1

I am trying to write a regex that will allow me to parse CSV files that excel creates. I have noticed when you export a CSV from excel, if the field is a string it will encase it in quotes. If that string contains quotes itself, it will escape each quote with a quote!!

What I want to do is split each line that I parse into fields. In light of the above, I have to split when there is a comma that is not within quotes. My regex is terrible, so how would I do this?

I can split by a comma, but how do I say when its not in between quotes??

$lines = file($toce_path);

foreach ($lines as $line) {

    $line_array = preg_split("/,/", $line);

    $test = "($line_array[0], $line_array[1], $line_array[2])";

    echo $test.'<br />';

} 

This question is exactly like mine but it doesn't work with preg_split. Preg_split requires Perl-compatible regular expression syntax.

Thanks all for any help

Community
  • 1
  • 1
Abs
  • 51,038
  • 92
  • 260
  • 394
  • 1
    Is it possible to use a proper CSV parser instead? – Michael Myers Aug 09 '10 at 14:29
  • 1
    The other question's regex seems Perl-compatible to me. I'd be surprised if it didn't work. – Dan Breen Aug 09 '10 at 14:32
  • @mmyers - I am not sure which ones are available? I did try to find something within PHP but I read a few comments that fgetcsv doesn't work well with CSV's created by excel. But I am so close with this, I am just hopeless at regex. – Abs Aug 09 '10 at 14:33
  • @Dan - I kept getting a no delimiter error, but I just encased it with `/` and it seems to be working!
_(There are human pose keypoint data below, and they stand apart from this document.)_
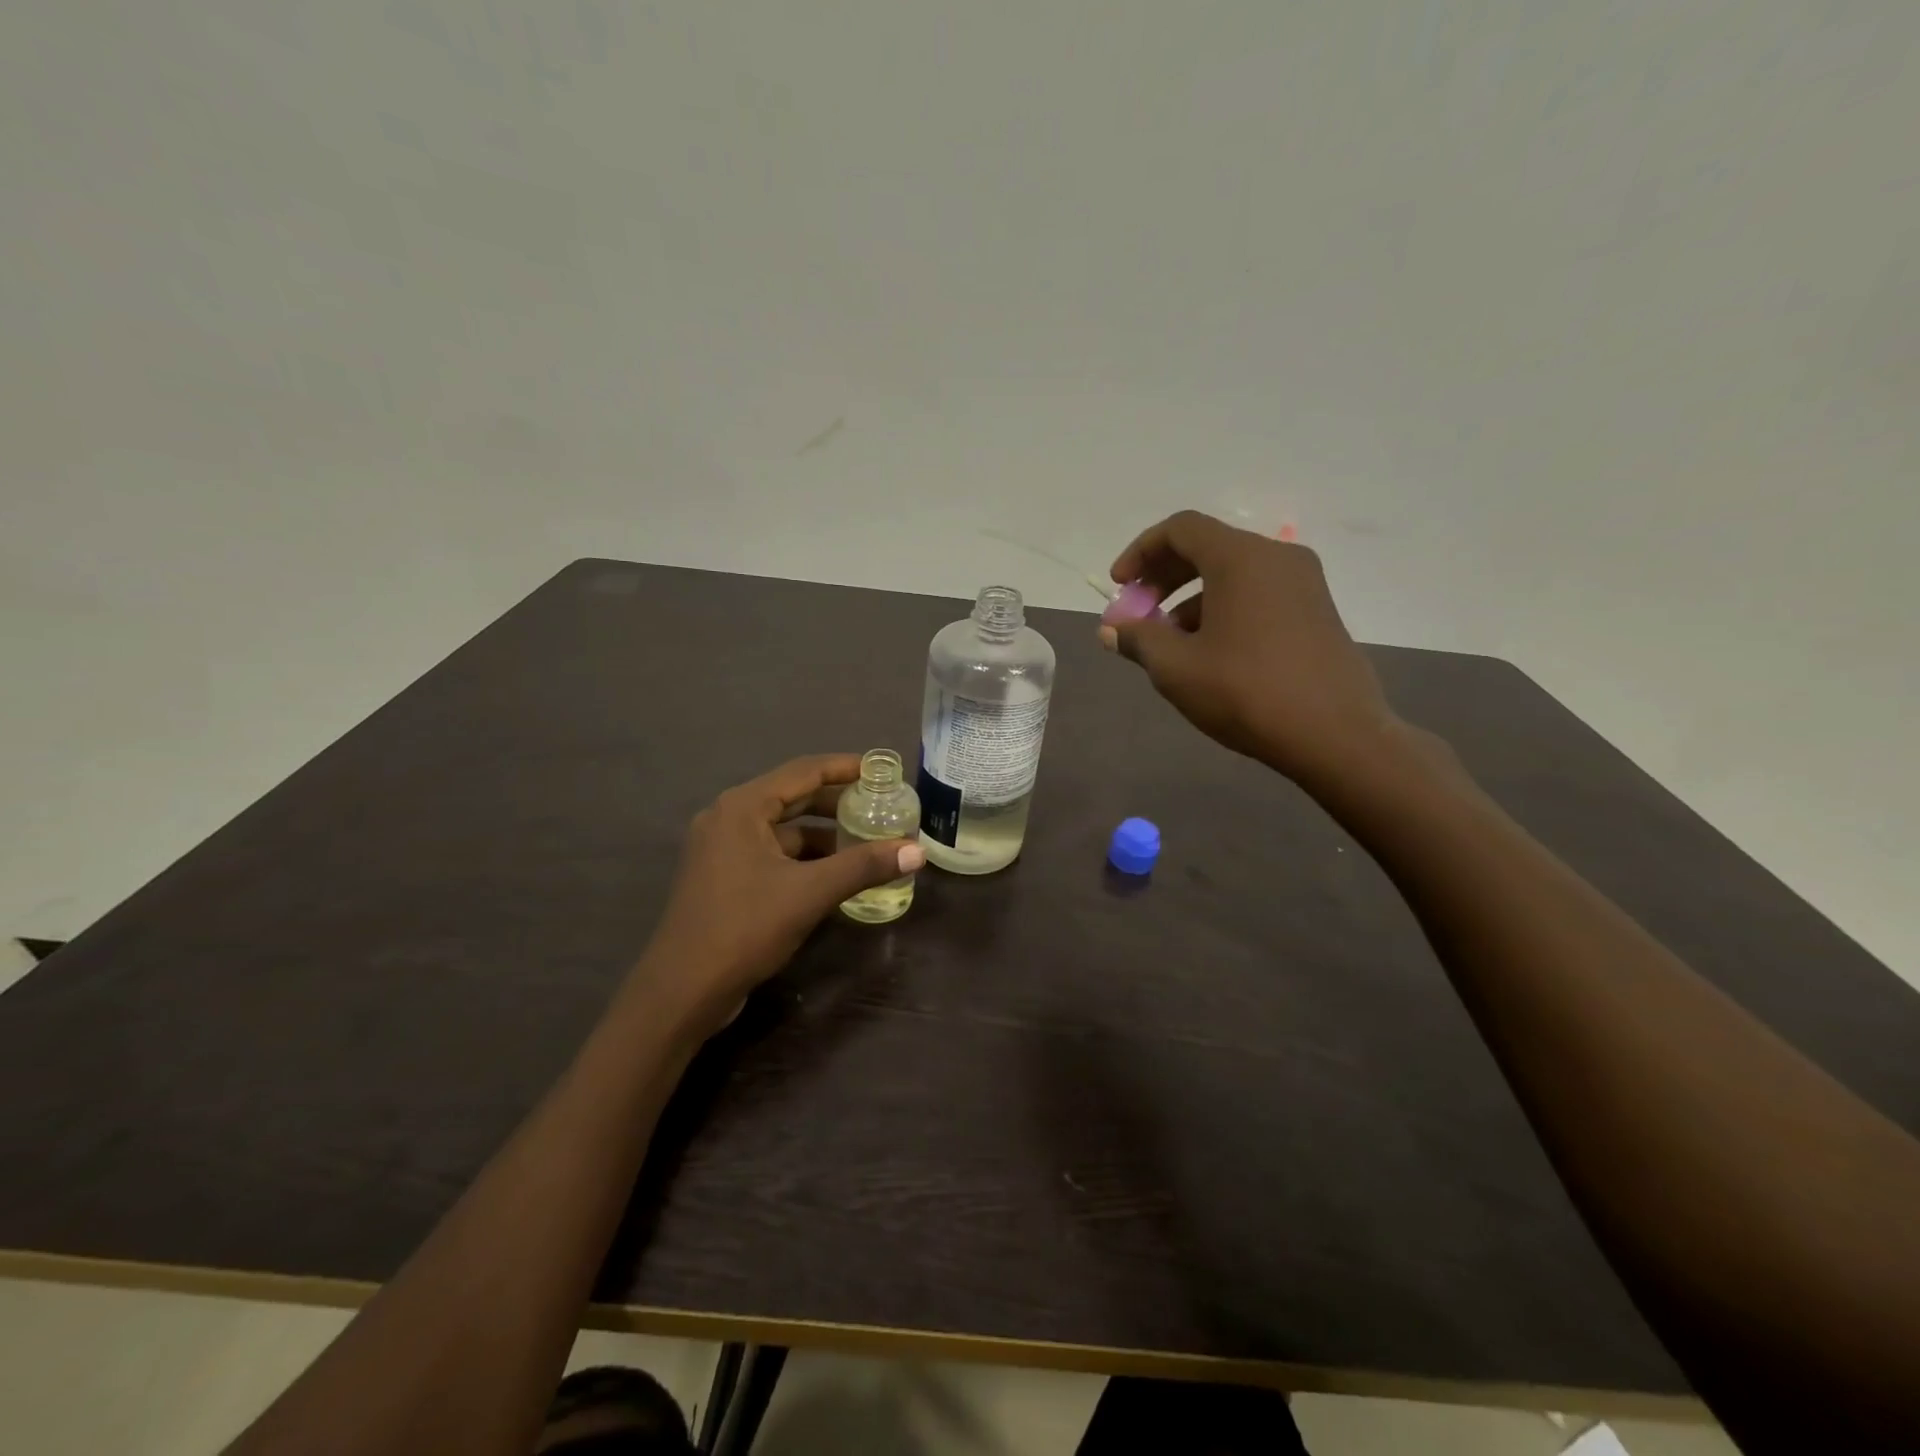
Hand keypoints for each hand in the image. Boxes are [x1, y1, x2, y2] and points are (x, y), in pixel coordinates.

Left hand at [637, 755, 924, 1032]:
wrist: (681, 991)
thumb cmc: (743, 928)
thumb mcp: (810, 893)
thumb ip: (863, 866)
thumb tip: (917, 851)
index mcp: (743, 807)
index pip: (804, 771)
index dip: (846, 767)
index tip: (883, 770)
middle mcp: (729, 818)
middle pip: (794, 797)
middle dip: (839, 802)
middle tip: (882, 806)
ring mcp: (723, 849)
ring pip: (784, 829)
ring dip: (824, 834)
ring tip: (868, 841)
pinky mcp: (725, 877)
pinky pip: (773, 854)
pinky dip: (805, 858)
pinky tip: (837, 873)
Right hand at [1101, 511, 1401, 784]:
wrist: (1335, 735)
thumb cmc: (1246, 692)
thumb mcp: (1177, 668)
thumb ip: (1138, 640)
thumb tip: (1112, 629)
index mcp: (1241, 558)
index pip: (1180, 529)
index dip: (1140, 552)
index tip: (1120, 587)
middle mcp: (1276, 557)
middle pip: (1207, 548)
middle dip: (1163, 578)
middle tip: (1138, 613)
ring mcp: (1303, 583)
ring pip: (1232, 574)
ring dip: (1190, 599)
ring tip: (1169, 644)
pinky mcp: (1316, 611)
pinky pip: (1257, 594)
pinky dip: (1223, 610)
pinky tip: (1209, 654)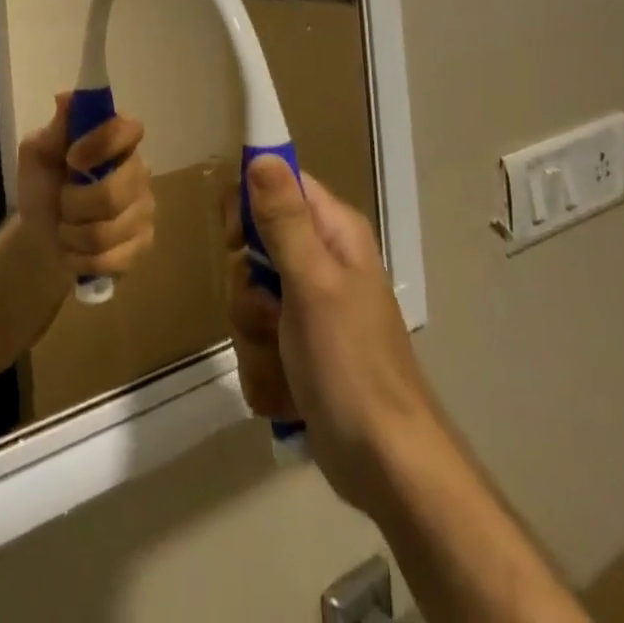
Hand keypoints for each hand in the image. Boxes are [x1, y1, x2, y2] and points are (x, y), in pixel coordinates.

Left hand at [17, 96, 155, 286]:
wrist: (40, 235)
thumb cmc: (42, 185)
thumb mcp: (37, 154)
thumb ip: (54, 129)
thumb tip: (65, 98)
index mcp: (116, 139)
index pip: (129, 129)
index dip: (102, 144)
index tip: (72, 158)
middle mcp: (139, 169)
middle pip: (115, 191)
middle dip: (75, 203)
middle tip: (63, 200)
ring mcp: (145, 208)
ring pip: (108, 231)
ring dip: (73, 234)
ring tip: (67, 227)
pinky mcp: (143, 244)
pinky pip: (112, 259)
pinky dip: (81, 258)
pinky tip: (76, 250)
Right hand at [225, 158, 434, 515]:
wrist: (387, 468)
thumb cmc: (352, 364)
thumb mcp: (312, 283)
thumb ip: (284, 219)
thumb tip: (260, 154)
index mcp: (332, 232)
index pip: (275, 184)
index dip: (246, 206)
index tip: (236, 240)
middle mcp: (320, 261)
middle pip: (251, 248)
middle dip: (248, 290)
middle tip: (271, 313)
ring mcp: (307, 308)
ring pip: (247, 299)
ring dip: (254, 337)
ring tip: (285, 362)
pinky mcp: (297, 350)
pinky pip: (254, 341)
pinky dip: (264, 369)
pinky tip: (288, 391)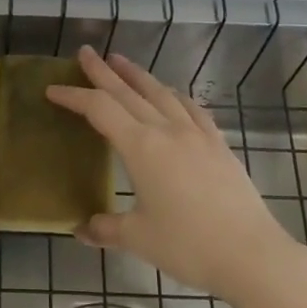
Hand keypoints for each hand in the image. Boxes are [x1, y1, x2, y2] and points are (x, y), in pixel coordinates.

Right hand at [46, 46, 306, 301]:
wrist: (253, 255)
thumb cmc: (189, 245)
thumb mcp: (138, 239)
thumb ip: (106, 229)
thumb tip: (81, 230)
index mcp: (141, 147)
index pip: (100, 109)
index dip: (74, 97)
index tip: (53, 89)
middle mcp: (167, 130)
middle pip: (128, 91)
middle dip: (102, 72)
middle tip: (85, 53)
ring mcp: (196, 134)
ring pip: (160, 92)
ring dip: (137, 75)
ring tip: (121, 61)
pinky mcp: (219, 144)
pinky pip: (191, 108)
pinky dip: (173, 95)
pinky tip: (171, 94)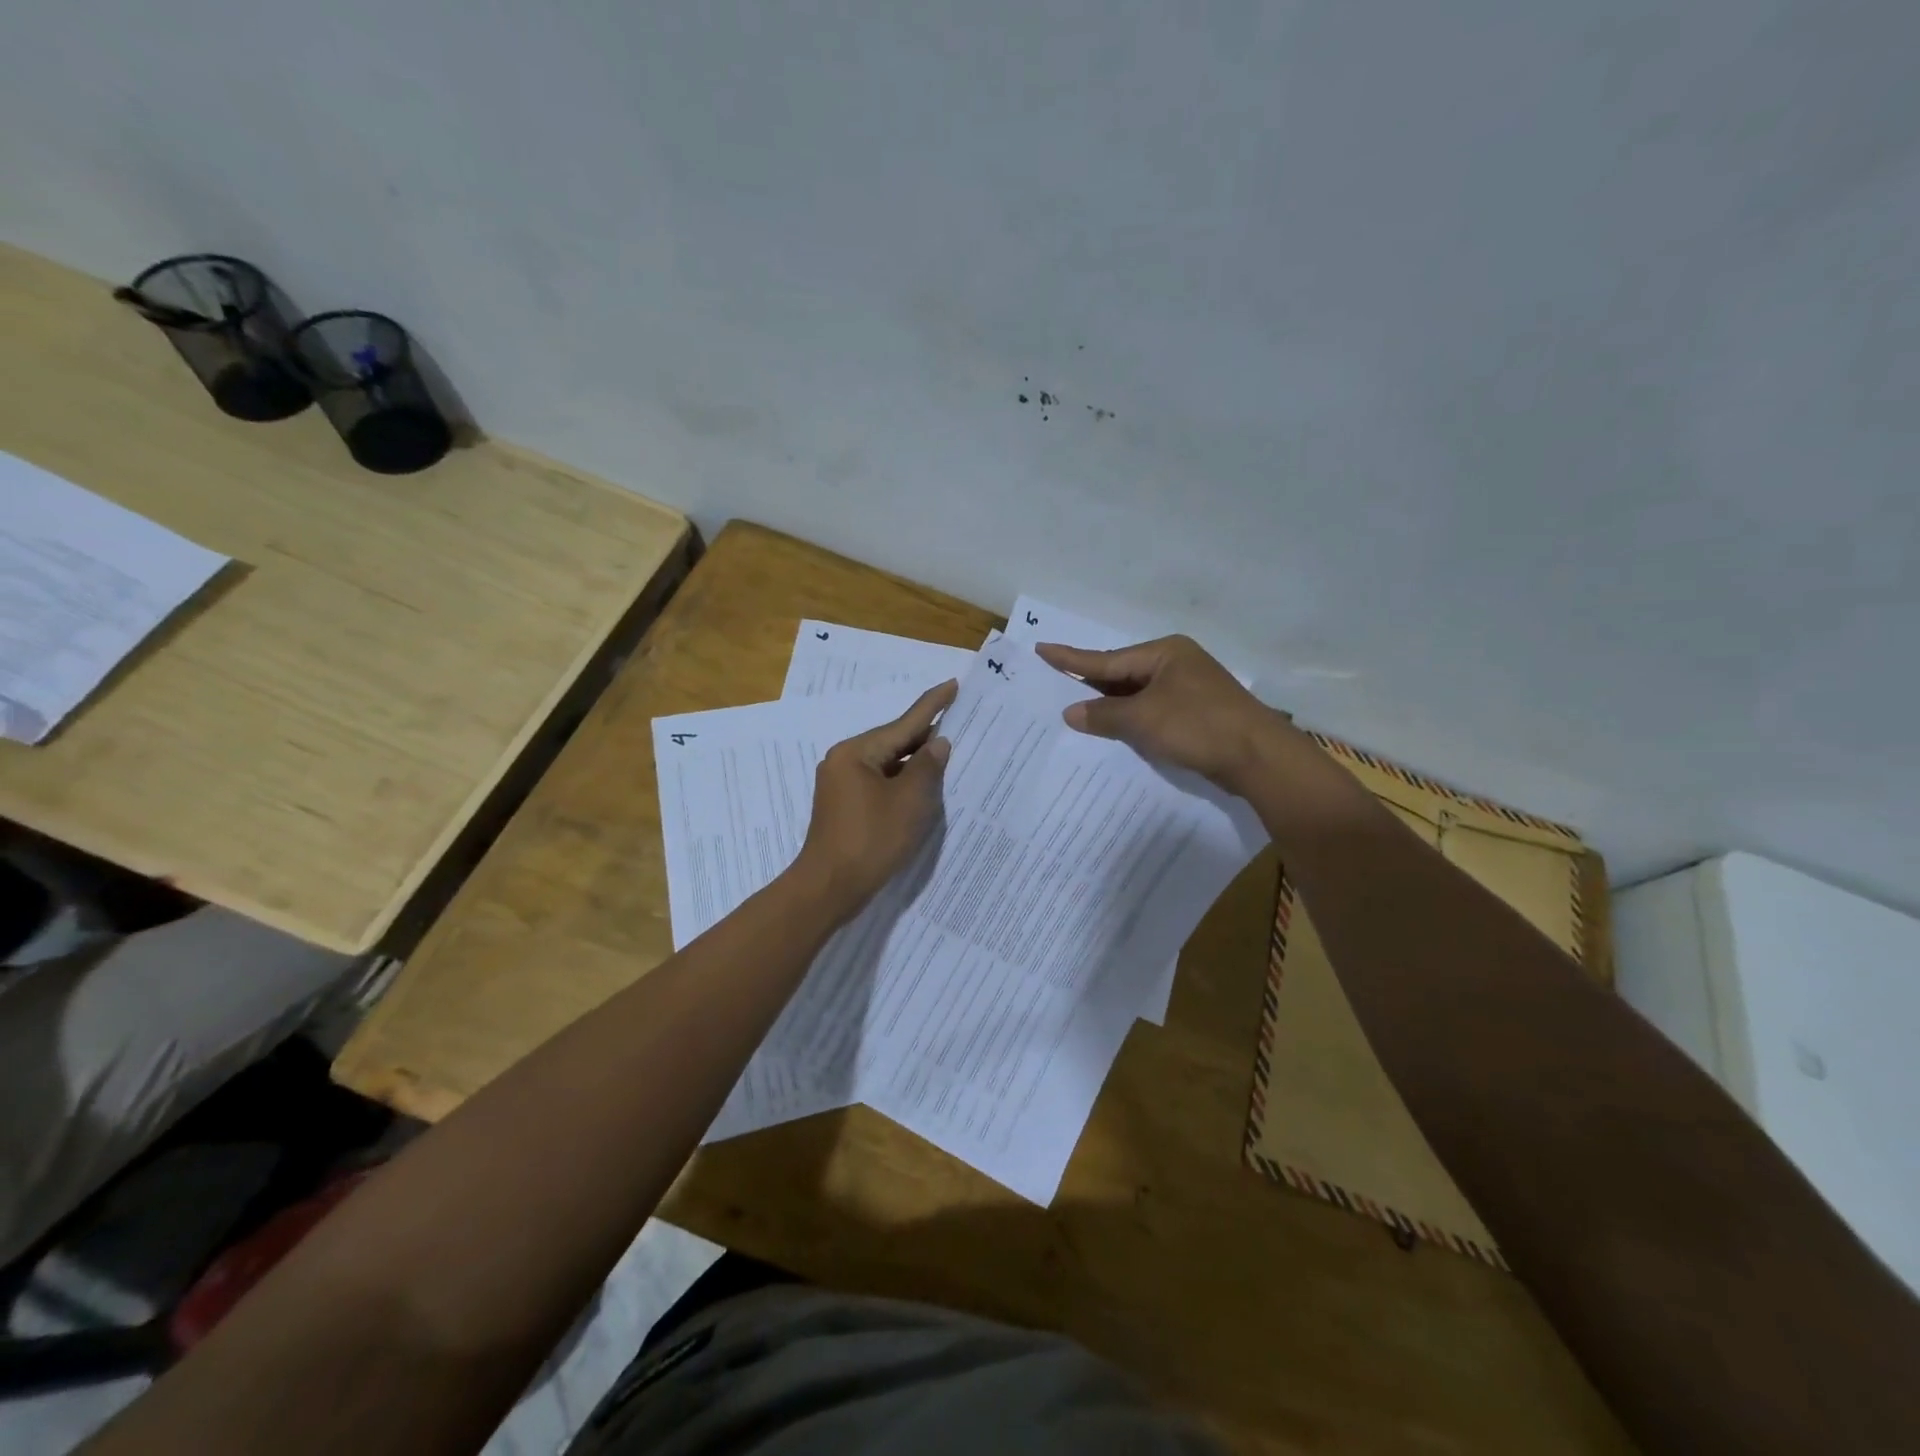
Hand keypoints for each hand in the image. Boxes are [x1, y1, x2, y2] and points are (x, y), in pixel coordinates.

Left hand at [794, 679, 955, 917]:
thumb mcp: (909, 801)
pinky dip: (902, 783)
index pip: (903, 723)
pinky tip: (923, 786)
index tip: (952, 684)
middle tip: (959, 722)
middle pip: (893, 741)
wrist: (829, 888)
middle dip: (925, 737)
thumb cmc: (871, 840)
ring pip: (887, 764)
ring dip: (914, 763)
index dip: (933, 705)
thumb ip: (927, 767)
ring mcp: (842, 784)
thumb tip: (937, 744)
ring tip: (948, 754)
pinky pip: (880, 783)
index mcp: (856, 753)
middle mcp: (844, 761)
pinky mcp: (845, 806)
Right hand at [1035, 635, 1290, 791]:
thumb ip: (1103, 715)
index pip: (1106, 659)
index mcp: (1164, 653)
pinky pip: (1152, 714)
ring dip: (1110, 708)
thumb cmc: (1198, 726)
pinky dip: (1131, 722)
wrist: (1258, 758)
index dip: (1072, 658)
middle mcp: (1176, 665)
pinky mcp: (1196, 716)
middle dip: (1090, 685)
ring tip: (1074, 712)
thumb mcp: (1143, 719)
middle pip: (1122, 675)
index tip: (1042, 649)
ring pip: (1137, 696)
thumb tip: (1071, 712)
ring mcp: (1189, 690)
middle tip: (1053, 685)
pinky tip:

Damn it. – Abs Aug 09 '10 at 14:35
  • possible duplicate of [Java: splitting a comma-separated string but ignoring commas in quotes](http://stackoverflow.com/questions/1757065/java-splitting-a-comma-separated-string-but-ignoring-commas-in-quotes) – Abs Aug 09 '10 at 14:36

3 Answers3

4

Not exactly answering your question, but maybe solving your problem:

Have you tried fgetcsv() or str_getcsv()?

They're your best friends if you're dealing with CSV data.

timdev
  • 57,660
  • 6
  • 74
  • 90
1

Why don't you use php's built-in function?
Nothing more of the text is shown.